The RAID controller is the one that came in the RX300 S6 chassis, which according to a pdf on their site is based on an LSI SAS2008, device manager lists "LSI RAID Ctrl SAS 6G 5/6 512MB (S2616)". Drives are all Fujitsu ones, two 136Gb 6Gbps SAS drives in RAID 1 for the system, 10 1Tb 3Gbps SATA drives in RAID 6 for the data.
Haven't had a chance to update firmware yet, am going to try in October half term.
A good raid controller will do a read scan of all the sectors on a regular basis, so you find out if the disks are dead *before* you rely on them during a failure.
The reason it's hanging is probably because your 1TB drives are not optimized for RAID, it's not just a marketing thing, it means they have modified timeouts for reading dead sectors and such. This stops (or is supposed to) the array from hanging.
Ok, thanks for the info.
I've (somewhat-worringly) discovered that these Fujitsu drives are actually Seagate "Constellation" drives. I don't suppose you know if there are different firmwares for RAID and non-RAID, do you? Would be great if I could just "switch them". I will investigate anyway.
Thanks for the help.
Would seem the answer is no, no new firmware for the drives. :(
Is the RAID controller running the latest firmware?
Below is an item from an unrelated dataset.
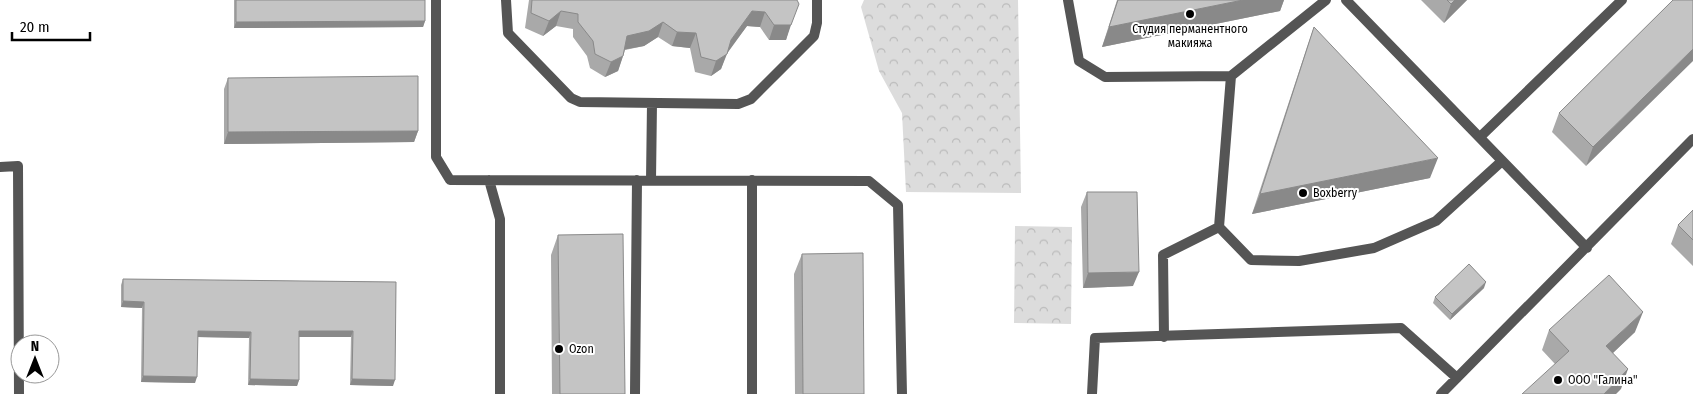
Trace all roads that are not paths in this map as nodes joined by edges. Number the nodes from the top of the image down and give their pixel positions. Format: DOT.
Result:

I'm not exactly sure, I've managed to find the controller chip (LSI SAS2008) but I've not managed to find anything on the Fujitsu site for firmware downloads yet. :( I think it's a Fujitsu-designed controller using the LSI chip so I'm presuming it'd be them providing drivers but haven't had any luck finding it yet - still trying!
The constellations are the enterprise versions, so should be suitable for RAID, the controller really should be marking the ones with crc errors as failing or failed. I've found SATA less predictable with drive failures than SAS.
Ok, that's good to know DMcCoy, thanks.
It would seem the firmware on the controller is 4 versions old. It's running firmware from 2010 even though the server isn't nearly that old, maybe the controller was old stock. Anyway, will try updating the controller firmware when I get a chance.
Thank you all for your support. :)
Make sure you have a full backup before updating the raid controller!
Lol, good point. I will! Thanks!
Definitely a job for Oct half term I think!